The problem
Please retype the entries below word for word, passing over every picture.
··· Listed entries ···
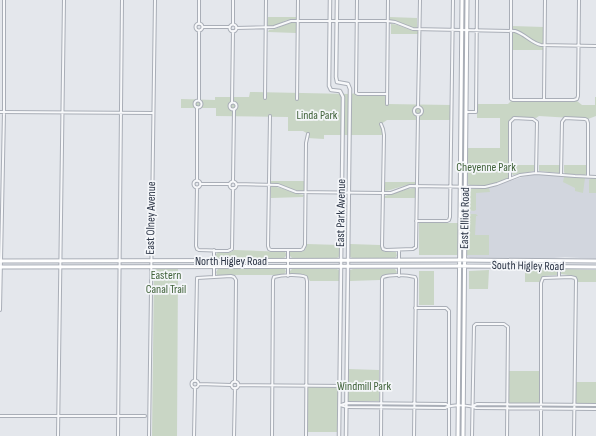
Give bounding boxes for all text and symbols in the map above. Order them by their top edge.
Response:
park label: Linda Park [297,108,338,123]
park label: Cheyenne Park [456,160,516,175]
street label: East Park Avenue [333,179,349,247]
street label: East Olney Avenue [143,181,159,255]
street label: East Elliot Road [457,187,473,249]
street label: North Higley Road [195,254,267,269]
street label: South Higley Road [492,258,564,274]
park label: Eastern Canal Trail [146,268,186,297]
park label: Windmill Park [337,379,391,394]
···
Solution to this problem
Give bounding boxes for all text and symbols in the map above. Order them by their top edge.
Response:
park label: Linda Park [297,108,338,123]
park label: Cheyenne Park [456,160,516,175]
street label: East Park Avenue [333,179,349,247]
street label: East Olney Avenue [143,181,159,255]
street label: East Elliot Road [457,187,473,249]
street label: North Higley Road [195,254,267,269]
street label: South Higley Road [492,258,564,274]
park label: Eastern Canal Trail [146,268,186,297]
park label: Windmill Park [337,379,391,394]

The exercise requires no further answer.